Source information >>
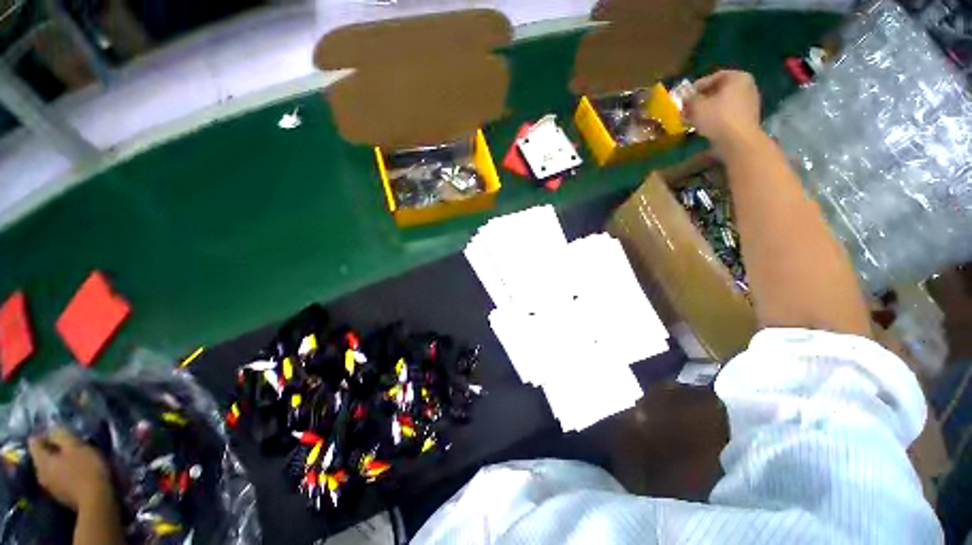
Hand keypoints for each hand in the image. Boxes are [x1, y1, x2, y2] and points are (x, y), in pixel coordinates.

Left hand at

* * *

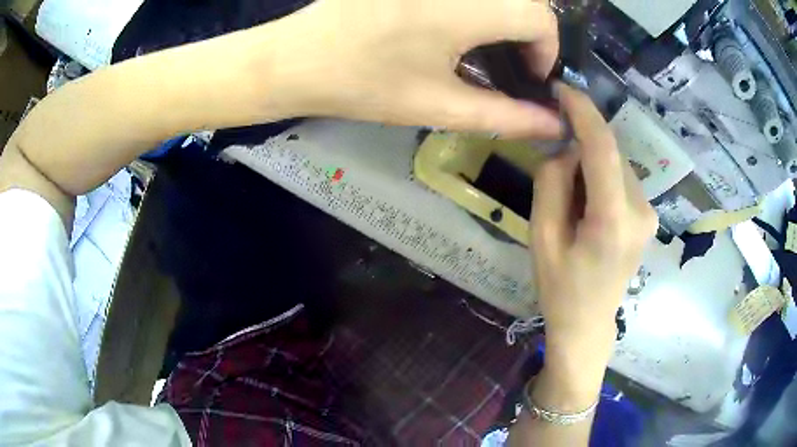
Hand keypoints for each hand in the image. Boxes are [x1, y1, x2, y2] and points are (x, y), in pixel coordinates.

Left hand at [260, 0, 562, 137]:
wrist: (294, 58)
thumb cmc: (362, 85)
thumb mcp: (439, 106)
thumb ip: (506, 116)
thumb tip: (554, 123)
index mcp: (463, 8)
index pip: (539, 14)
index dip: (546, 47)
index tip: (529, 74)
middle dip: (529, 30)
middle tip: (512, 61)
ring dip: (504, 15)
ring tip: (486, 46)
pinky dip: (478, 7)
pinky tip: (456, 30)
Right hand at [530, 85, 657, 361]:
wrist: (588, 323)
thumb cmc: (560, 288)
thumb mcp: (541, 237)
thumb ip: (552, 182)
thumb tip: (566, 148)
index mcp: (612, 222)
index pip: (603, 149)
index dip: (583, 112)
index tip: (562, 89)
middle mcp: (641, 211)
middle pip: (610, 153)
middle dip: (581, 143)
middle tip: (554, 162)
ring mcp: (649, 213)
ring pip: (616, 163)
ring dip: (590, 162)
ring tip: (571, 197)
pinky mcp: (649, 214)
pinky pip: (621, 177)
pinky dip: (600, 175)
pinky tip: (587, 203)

Problem requirements >> Find where the line with "index dip: (546, 47)" sits in the material above, then copy exactly from it through the line with "pinky tip: (587, 203)". Add no other line.

Solution for this problem >>
index dip: (546, 47)
index tip: (529, 74)
middle dip: (529, 30)
middle tip: (512, 61)
ring dip: (504, 15)
ring tip: (486, 46)
pinky dip: (478, 7)
pinky tip: (456, 30)
Right hand at [530, 85, 657, 361]:
wrist: (588, 323)
thumb cmc: (560, 288)
thumb mcp: (541, 237)
thumb ip: (552, 182)
thumb tip: (566, 148)
index mcp: (612, 222)
index pip: (603, 149)
index dip: (583, 112)
index tip: (562, 89)
middle mcp: (641, 211)
middle pip: (610, 153)
middle dip: (581, 143)
middle tip: (554, 162)
ring mcp: (649, 213)
ring pip: (616, 163)
ring dip: (590, 162)
ring tip: (571, 197)
pinky mcp: (649, 214)
pinky pip: (621, 177)
pinky dip: (600, 175)
pinky tip: (587, 203)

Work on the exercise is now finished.